10Pour sa défense, Andersen LLP va d’abord tenter, mais en vain, de circonscrire le problème en limitant la faute à quelques individus (un associé, limogé deux jours après l’annonce des destructions, et trois collaborateurs suspendus) puis au seul bureau de Houston où ont eu lieu les destructions ; c’est ensuite l’appel à Paul Volker qui accepte de prendre la présidence d’un « comité de surveillance indépendant » chargé de travailler à « un changement fondamental des pratiques d’audit » (cité par les Échos du 4/02/02) d’Andersen LLP et d’en restaurer la crédibilité ; c’est, enfin, pour éviter les procès, l’engagement de négociations avec les différents plaignants (procédures collectives, SEC, DoJ) pour solder l’affaire moyennant de fortes compensations financières. Le soutien de Paul Volker pour « sauver » Andersen LLP ne se démentira pas et se poursuivra au-delà même de l’inculpation : jusqu’à la veille de l’ouverture du procès pénal, il négociera avec la SEC et surtout le DoJ pour tenter d’éviter l’inculpation d’Andersen LLP pour entrave à la justice. Dans cette tâche, il aura le soutien tant de la SEC que de la Fed qui sont favorables à un accord, l’ancien président de la SEC, Arthur Levitt, allant même jusqu’à affirmer, à la veille de l’inculpation, que « la survie d’Andersen est une question d’intérêt national » (les Échos du 15/03/02) : c’est que Andersen LLP certifie 17 % des sociétés cotées aux USA et que sa suspension menacerait le bon fonctionnement du marché des capitaux puisque, sans comptes certifiés, une entreprise ne peut accéder à ce marché. Par ailleurs, la disparition d’Andersen réduirait encore la concurrence dans le domaine de l’audit, les Big Five devenant les Big Four. Mais toutes les négociations avec le DoJ échoueront : le contexte — multiplication des scandales financiers, dimensions politiques de ces scandales du fait des liens des sociétés en faillite avec des dirigeants républicains au plus haut niveau — a sans doute pesé dans la décision du DoJ de demander, le 14 mars, au tribunal de Houston d’inculper Andersen LLP (c’est-à-dire tout Andersen USA et non un ou deux bureaux) pour entrave à la justice : certes, il s’agissait de dénoncer « une conduite criminelle à grande échelle » et de faire un exemple en « dissuadant d’autres firmes de commettre les mêmes fautes » mais il s’agissait sans doute aussi de montrer que l’administration républicaine était capable de faire preuve de fermeté dans ce type d’affaires.

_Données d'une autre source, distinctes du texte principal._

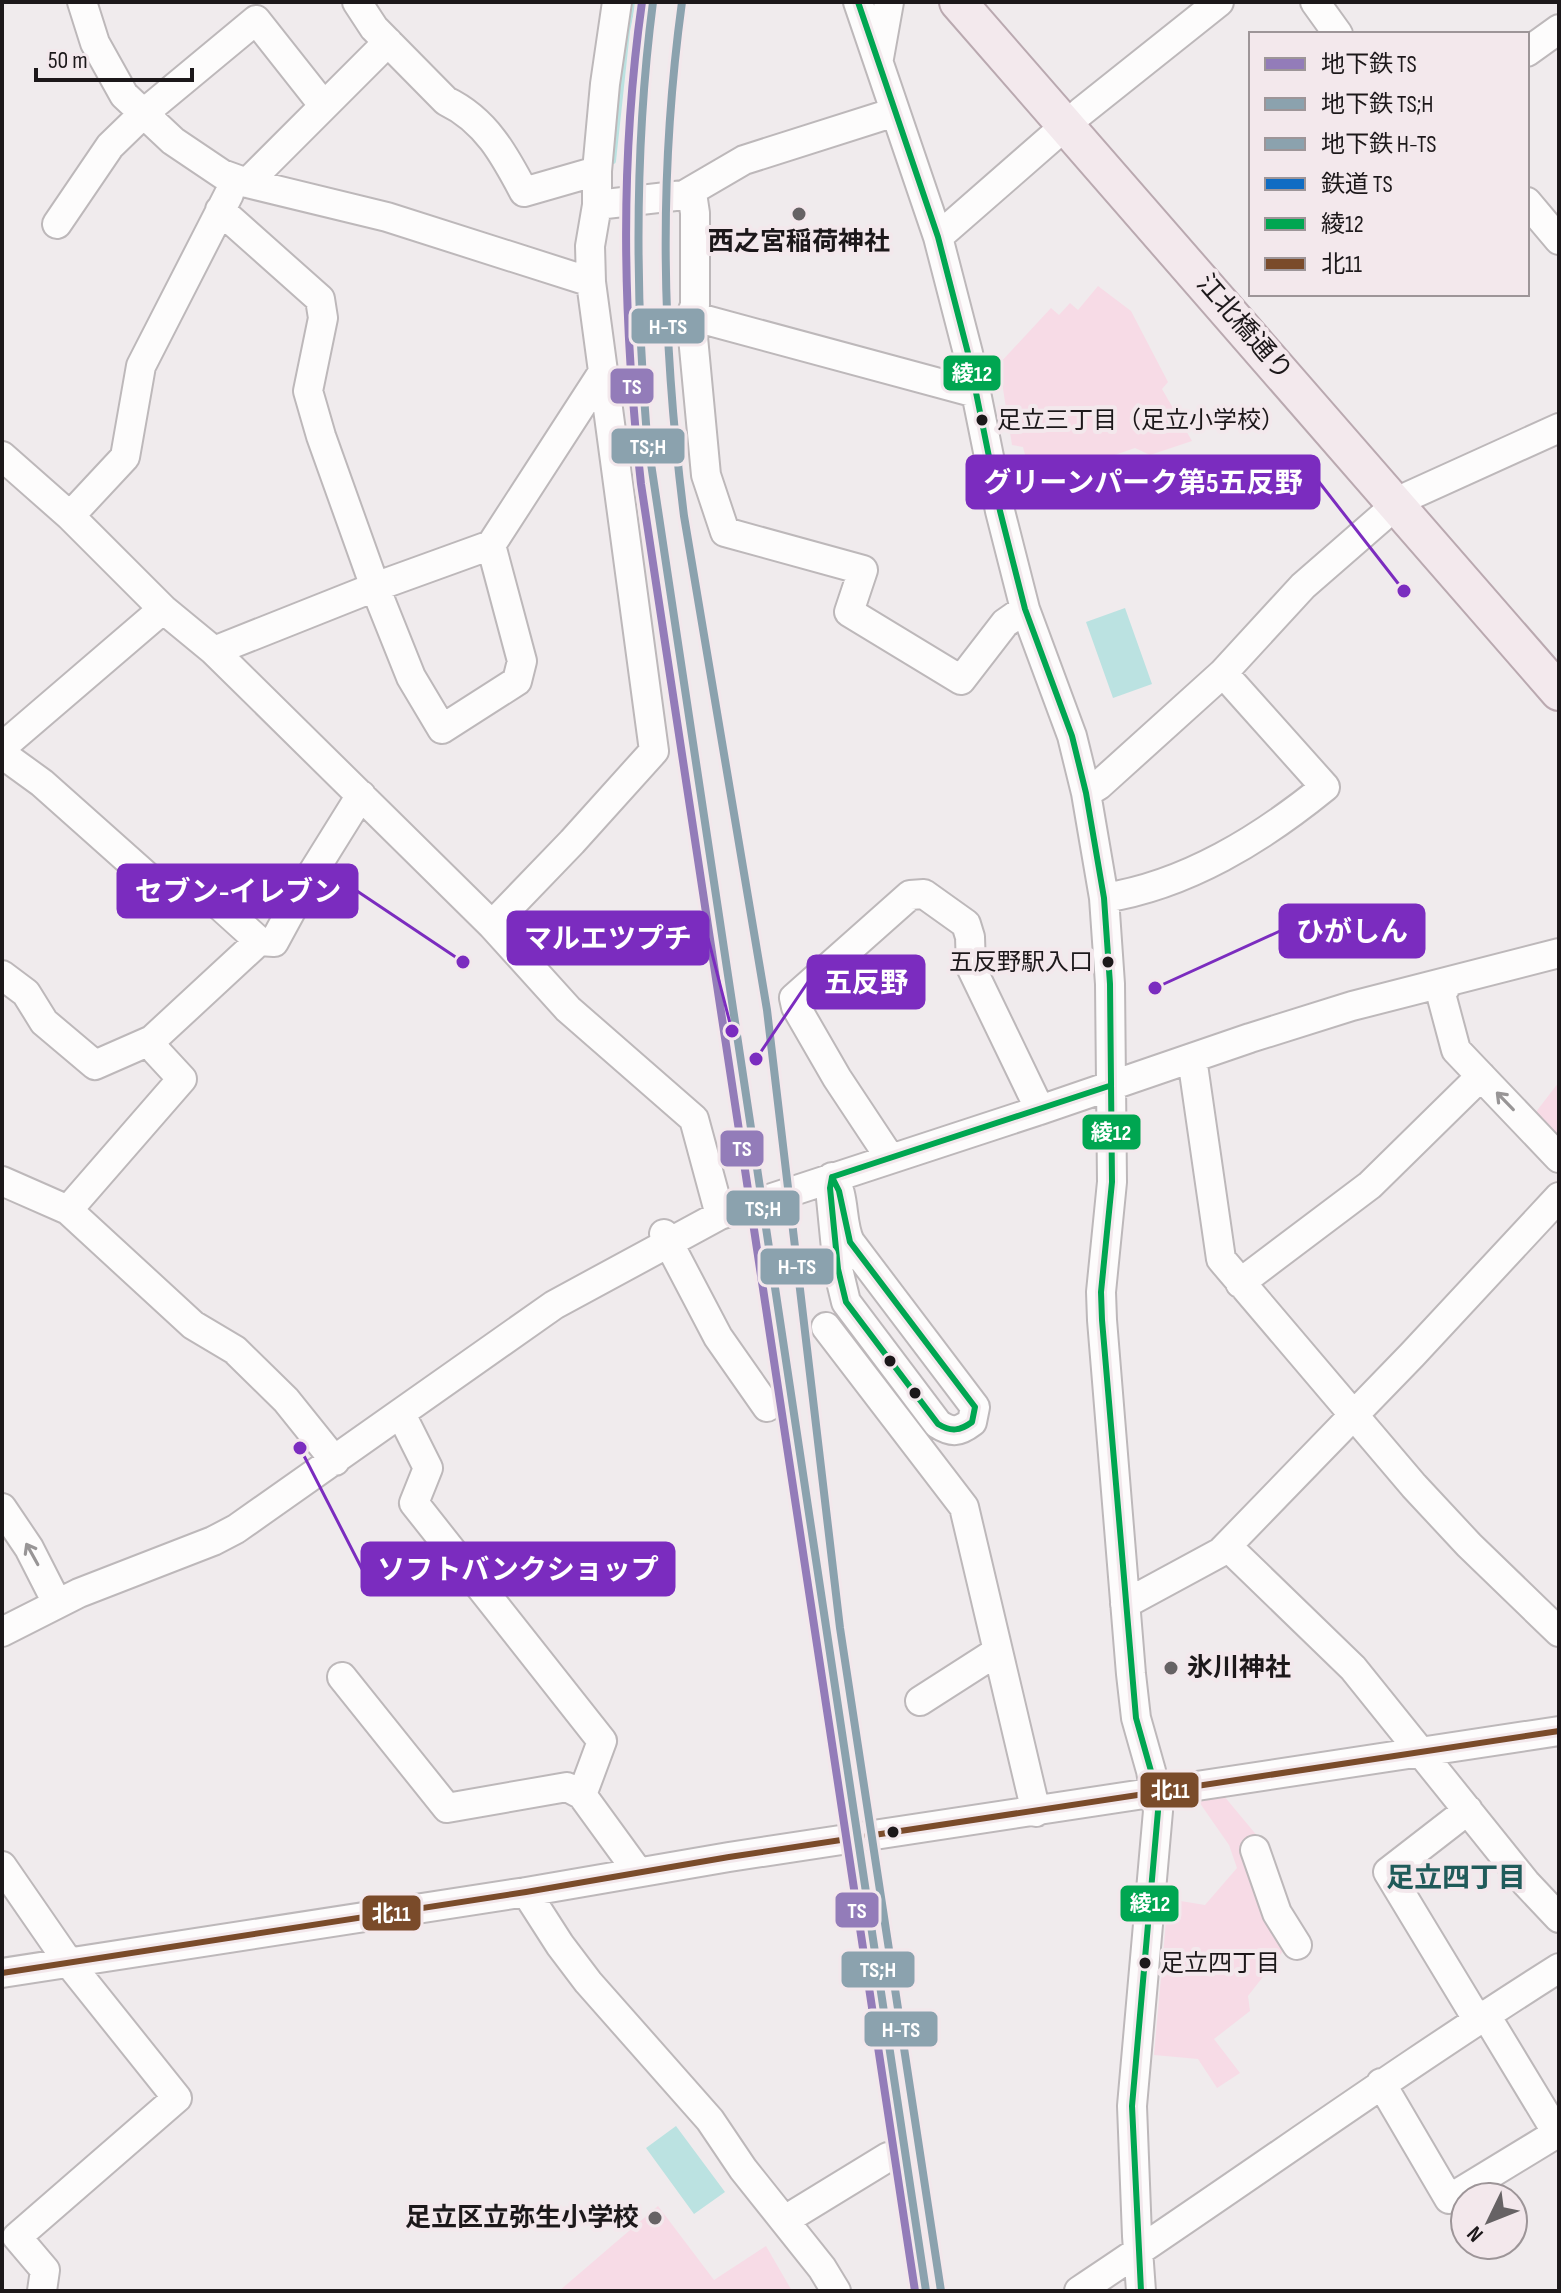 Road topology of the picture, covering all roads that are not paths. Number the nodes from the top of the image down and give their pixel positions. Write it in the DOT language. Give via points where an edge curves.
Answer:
graph roads {
  1 [pos="82,2"];
  2 [pos="357,2"];
  3 [pos="617,2"];
  4 [pos="858,2"];
  5 [pos="889,2"];
  6 [pos="958,2"];
  7 [pos="1219,2"];
  8 [pos="1315,2"];
  9 [pos="1559,29"];
  10 [pos="1337,32"];
  11 [pos="388,42"];
  12 [pos="1529,51"];
  13 [pos="879,63"];
  14 [pos="324,106"];
  15 [pos="895,112"];
  16 [pos="144,113"];
  17 [pos="1067,124"];
  18 [pos="597,171"];
  19 [pos="242,181"];
  20 [pos="692,193"];
  21 [pos="1529,204"];
  22 [pos="597,205"];
  23 [pos="220,210"];
  24 [pos="57,224"];
  25 [pos="938,237"];
  26 [pos="1559,240"];
  27 [pos="591,282"];
  28 [pos="691,316"];
  29 [pos="601,375"];
  30 [pos="976,393"];
  31 [pos="1559,428"];
  32 [pos="2,456"];
  33 [pos="1396,505"];
  34 [pos="70,516"];
  35 [pos="491,545"];
  36 [pos="375,587"];
  37 [pos="163,609"];
  38 [pos="1025,609"];
  39 [pos="214,651"];
  40 [pos="1223,673"];
  41 [pos="1556,683"];
  42 [pos="2,747"];
  43 [pos="2,754"];
  44 [pos="1086,793"];
  45 [pos="361,795"];
  46 [pos="1104,898"];
  47 [pos="492,925"];
  48 [pos="259,941"];
  49 [pos="1559,953"];
  50 [pos="1449,982"];
  51 [pos="7,989"];
  52 [pos="152,1040"];
  53 [pos="1192,1058"];
  54 [pos="1481,1076"];
  55 [pos="1109,1086"];
  56 [pos="1040,1110"];
  57 [pos="890,1158"];
  58 [pos="1559,1158"];
  59 [pos="832,1177"];
  60 [pos="2,1181"];
  61 [pos="1559,1197"];
  62 [pos="68,1210"];
  63 [pos="720,1215"];
  64 [pos="667,1238"];
  65 [pos="1240,1283"];
  66 [pos="826,1327"];
  67 [pos="767,1407"];
  68 [pos="401,1414"];
  69 [pos="1354,1415"];
  70 [pos="335,1461"];
  71 [pos="2,1508"];
  72 [pos="1227,1546"];
  73 [pos="57,1603"];
  74 [pos="1125,1604"];
  75 [pos="2,1632"];
  76 [pos="1559,1632"];
  77 [pos="998,1651"];
  78 [pos="342,1677"];
  79 [pos="920,1701"];
  80 [pos="1559,1731"];
  81 [pos="1423,1753"];
  82 [pos="1155,1793"];
  83 [pos="582,1795"];
  84 [pos="1468,1810"];
  85 [pos="1036,1812"];
  86 [pos="1255,1850"];
  87 [pos="2,1866"];
  88 [pos="638,1872"];
  89 [pos="526,1892"];
  90 [pos="1559,1918"];
  91 [pos="1297,1945"];
  92 [pos="69,1963"];
  93 [pos="1559,1968"];
  94 [pos="2,1973"];
  95 [pos="1481,2017"];
  96 [pos="1381,2083"];
  97 [pos="1558,2132"];
  98 [pos="888,2157"];
  99 [pos="785,2220"];
  100 [pos="1138,2252"];
  101 [pos="42,2291"];
  102 [pos="836,2291"];
  103 [pos="1079,2291"];
  104 [pos="1141,2291"];
  1 -- 16 [label="street" via="95,43 124,95"];
  2 -- 11 [label="street"];
  3 -- 18 [label="street"];
  4 -- 13 [label="street"];
  5 -- 13 [label="street"];
  6 -- 17 [label="main road, 江北橋通り"];
  7 -- 17 [label="street"];
  8 -- 10 [label="street"];
  9 -- 12 [label="street"];
  11 -- 14 [label="street"];
  11 -- 18 [label="street" via="446,101 492,138 524,192"];
  13 -- 15 [label="street"];
  14 -- 16 [label="street" via="256,20"];
  14 -- 19 [label="street"];
  15 -- 20 [label="street" via="744,160"];
  15 -- 25 [label="street"];
  16 -- 19 [label="street" via="173,141"];
  16 -- 24 [label="street" via="110,146"];
  17 -- 25 [label="street"];
  17 -- 33 [label="main road, 江北橋通り"];
  18 -- 22 [label="street"];
  19 -- 23 [label="street"];
  19 -- 27 [label="street" via="387,217"];
  20 -- 22 [label="street"];
  20 -- 28 [label="street"];
  21 -- 26 [label="street"];
  22 -- 27 [label="street"];
  23 -- 34 [label="street" via="141,366 125,457"];
  23 -- 36 [label="street" via="320,299 323,318 308,391"];
  25 -- 30 [label="street"];
  27 -- 29 [label="street"];
  28 -- 30 [label="street"];
  28 -- 38 [label="street" via="706,475 725,532 863,570 849,612 961,680 1005,623"];
  29 -- 35 [label="street"];
  29 -- 47 [label="street" via="654,751"];
  30 -- 38 [label="street"];
  31 -- 33 [label="street"];
  32 -- 34 [label="street"];
  33 -- 40 [label="street" via="1303,586"];
  33 -- 41 [label="main road, 江北橋通り"];
  34 -- 37 [label="street"];
  35 -- 36 [label="street"];
  35 -- 36 [label="street" via="521,670 517,681 442,729 411,677"];
  36 -- 39 [label="street"];
  37 -- 39 [label="street"];
  37 -- 42 [label="street"];
  38 -- 44 [label="street" via="1072,736"];
  39 -- 45 [label="street"];
  40 -- 44 [label="street"];
  40 -- 46 [label="street" via="1325,787 1263,834 1171,881"];
  43 -- 48 [label="street" via="161,889 197,885"];
  44 -- 46 [label="street"];
  45 -- 47 [label="street"];
  45 -- 48 [label="street" via="274,942"];
  46 -- 55 [label="street"];
  47 -- 63 [label="street" via="568,1009 694,1119"];
  48 -- 52 [label="street"];
  49 -- 50 [label="street"];
  50 -- 53 [label="street" via="1352,1006"];
  50 -- 54 [label="street" via="1441,994 1456,1050"];
  51 -- 52 [label="street" via="26,993 44,1022 95,1065"];
  52 -- 62 [label="street" via="182,1079"];
  53 -- 55 [label="street"];
  53 -- 65 [label="street" via="1221,1259"];
  58 -- 54 [label="street, one-way"];
  54 -- 65 [label="street" via="1370,1185"];
  55 -- 56 [label="street"];
  55 -- 74 [label="street" via="1112,1182 1101,1292"];
  56 -- 57 [label="street"];
  56 -- 57 [label="street" via="971,967 966,924 924,894 910,895 794,998 837,1078"];
  57 -- 59 [label="street"];
  59 -- 59 [label="street" via="850,1242 975,1407 972,1422 963,1429 947,1430 938,1424 846,1302 838,1269"];
  59 -- 63 [label="street"];
  60 -- 62 [label="street"];
  61 -- 69 [label="street"];
  62 -- 70 [label="street" via="193,1325 235,1350 286,1400"];
  63 -- 64 [label="street"];
  64 -- 67 [label="street" via="718,1337"];
  64 -- 68 [label="street" via="554,1305"];
  65 -- 69 [label="street"];
  66 -- 77 [label="street" via="964,1507"];
  68 -- 70 [label="street"];
  68 -- 83 [label="street" via="428,1468 414,1503 602,1741"];
  69 -- 72 [label="street"];
  69 -- 76 [label="street" via="1469,1545"];
  70 -- 73 [label="street" via="213,1541"];
  73 -- 71 [label="street, one-way"];
  72 -- 74 [label="street"];
  72 -- 81 [label="street" via="1353,1668"];
  73 -- 75 [label="street"];
  74 -- 82 [label="street" via="1136,1718"];
  77 -- 79 [label="street"];
  77 -- 85 [label="street"];
  78 -- 83 [label="street" via="447,1808 567,1787"];
  80 -- 81 [label="street"];
  81 -- 82 [label="street"];
  81 -- 84 [label="street"];
  82 -- 85 [label="street"];
  82 -- 100 [label="street" via="1158,1811 1132,2106"];
  83 -- 88 [label="street"];
  84 -- 90 [label="street"];
  84 -- 95 [label="street" via="1388,1872"];
  85 -- 88 [label="street"];
  86 -- 91 [label="street" via="1277,1913"];
  87 -- 92 [label="street"];
  88 -- 89 [label="street"];
  89 -- 92 [label="street"];
  89 -- 99 [label="street" via="588,1982 710,2120"];
  92 -- 94 [label="street"];
  92 -- 101 [label="street" via="177,2098 17,2237 45,2270"];
  93 -- 95 [label="street"];
  95 -- 96 [label="street"];
  95 -- 97 [label="street"];
  96 -- 97 [label="street" via="1449,2199"];
  96 -- 100 [label="street"];
  98 -- 99 [label="street"];
  99 -- 102 [label="street"];
  100 -- 103 [label="street"];
  100 -- 104 [label="street"];
}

De l’inculpation (14 mars) à l’ouverture du procès (6 mai) : le sauve qui peut

11Si, dans la première période, tout Andersen avait fait corps avec Andersen LLP, désormais, le sort d’Andersen LLP et celui du reste du réseau vont être définitivement disjoints ; tandis que Andersen LLP va poursuivre sa descente aux enfers en dépit des ultimes tentatives de Volker, le reste du réseau va s’engager dans une course à la survie qui, très vite, va se solder par l’éclatement du réseau.

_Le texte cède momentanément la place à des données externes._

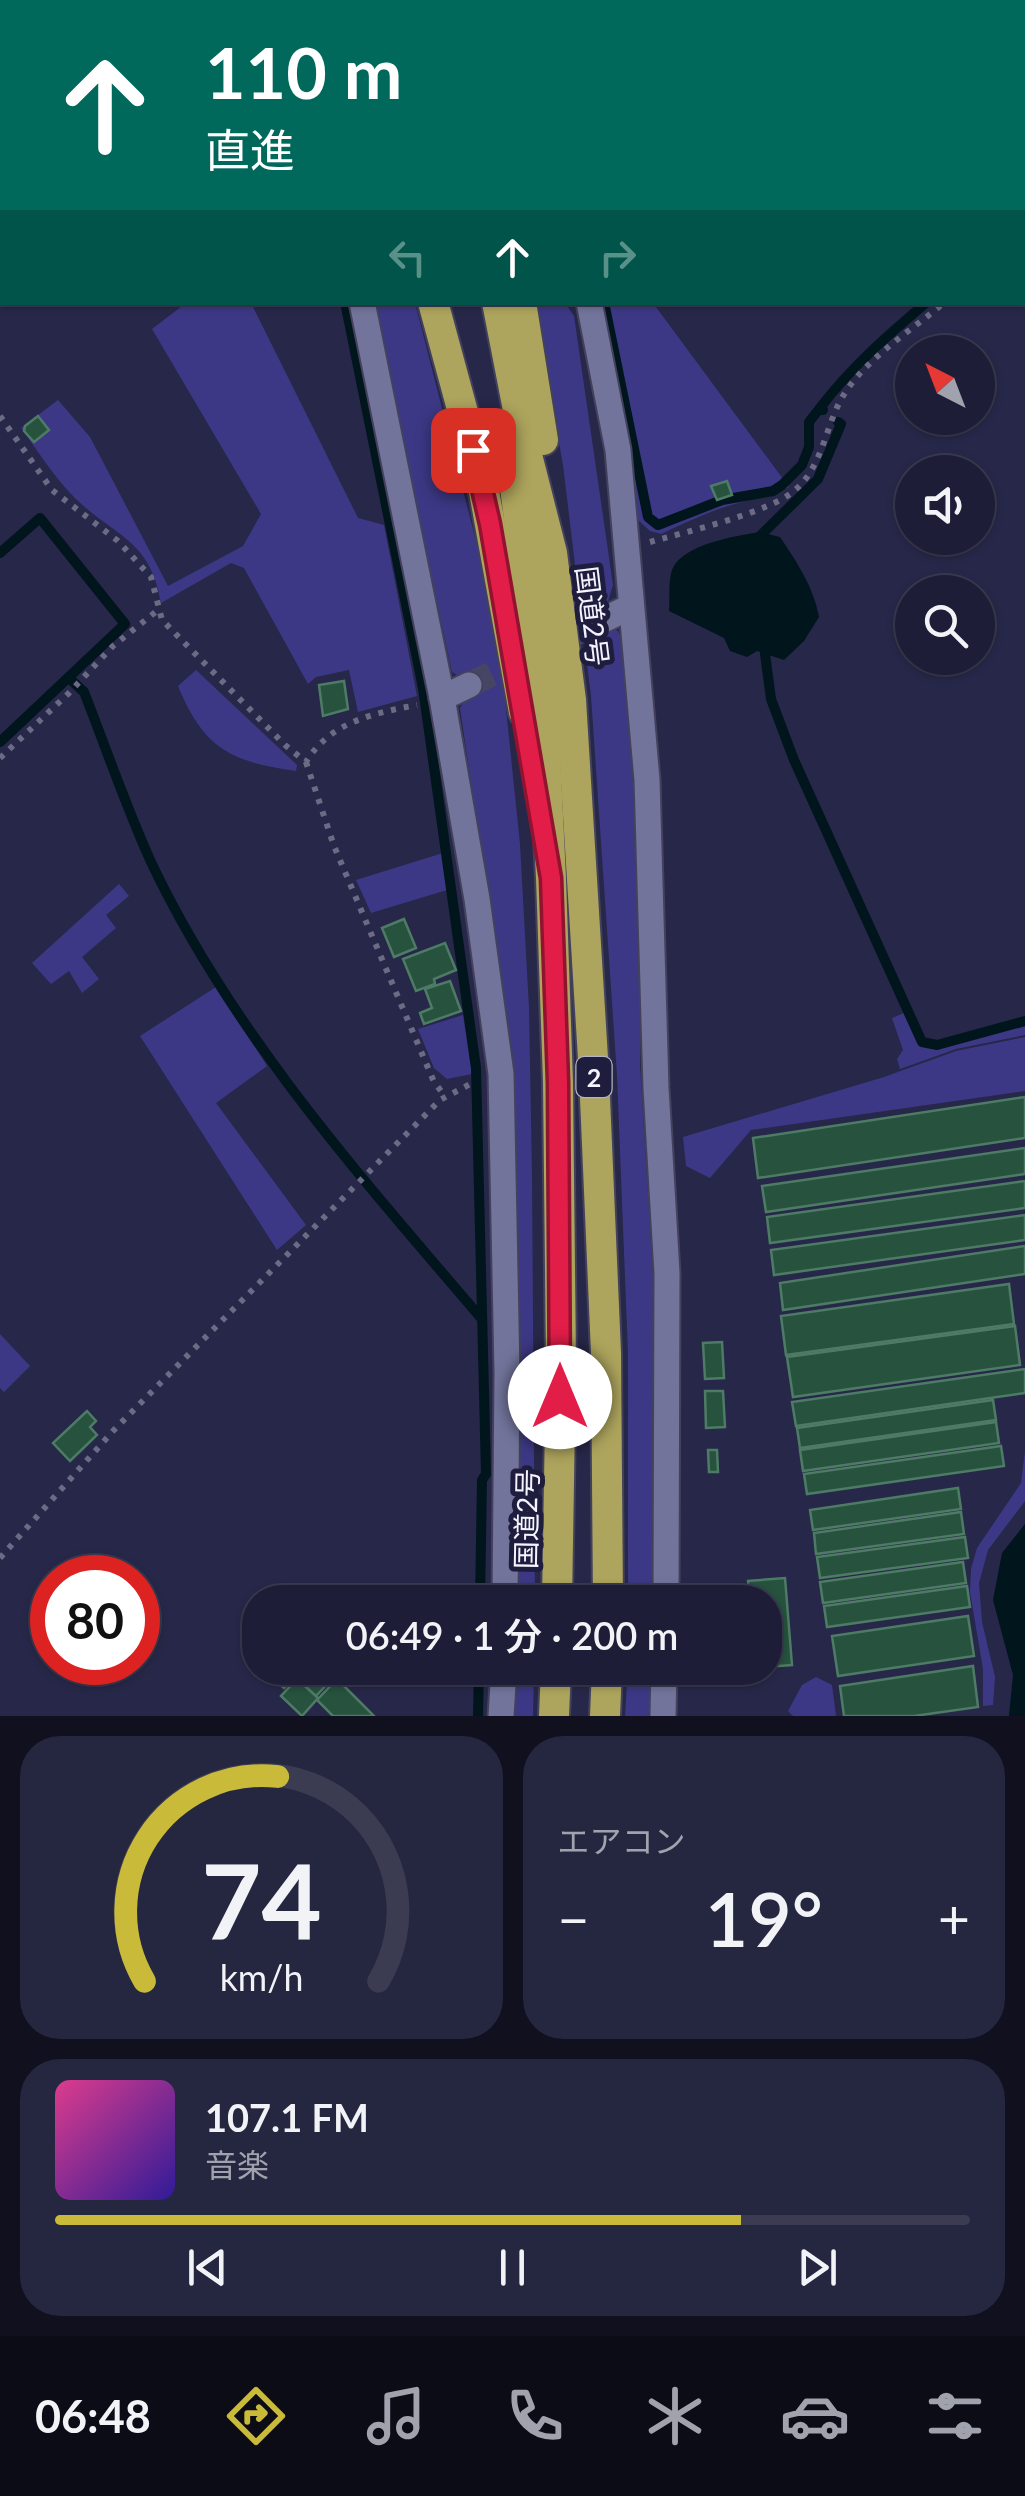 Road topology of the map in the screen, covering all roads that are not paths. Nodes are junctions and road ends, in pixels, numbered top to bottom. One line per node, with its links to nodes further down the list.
1 (363, 305): 11 (street)
2 (434, 305): 12 (highway)
3 (481, 305): 12 (highway, 国道2号 / 2)
4 (499, 305): 7 (highway, 国道2号 / 2)
5 (521, 305): 7 (highway)
6 (589, 305): 8 (street)
7 (552, 553): 15 (highway, 国道2号 / 2)
8 (630, 607): 9 (street); 16 (street)
9 (597, 623)
10 (469, 685): 11 (street)
11 (431, 701): 13 (street)
12 (551, 878): 14 (highway, 国道2号 / 2)
13 (504, 1585)
14 (558, 1585)
15 (608, 1585)
16 (666, 1585)
17 (503, 1685): 21 (street)
18 (555, 1685): 22 (highway)
19 (607, 1685): 23 (highway)
20 (664, 1685): 24 (street)
21 (502, 1716)
22 (554, 1716)
23 (605, 1716)
24 (664, 1716)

12Côté USA, les choses vont en se dégradant : les créanciers refusent les propositions d’indemnisation, l’assureur d’Andersen affirme ne pas pouvoir payer les indemnités que Andersen a négociées avec la Fondation Baptise de l’Arizona, Andersen se trouve impliqué dans la faillite de Global Crossing, les clients fuient en masse, les collaborateurs aussi et la diminution massive de l’activité se traduit pas un gigantesque plan de licenciements. Le dépeçage commence : Andersen LLP cède ses activités de conseil juridique et fiscal à DTT et négocie avec KPMG pour lui céder ses activités du nord-est des États-Unis. Début mai, avant même l’ouverture du procès, KPMG Consulting négocie le rachat de tout le pôle Conseil (Business Consulting) de Andersen LLP.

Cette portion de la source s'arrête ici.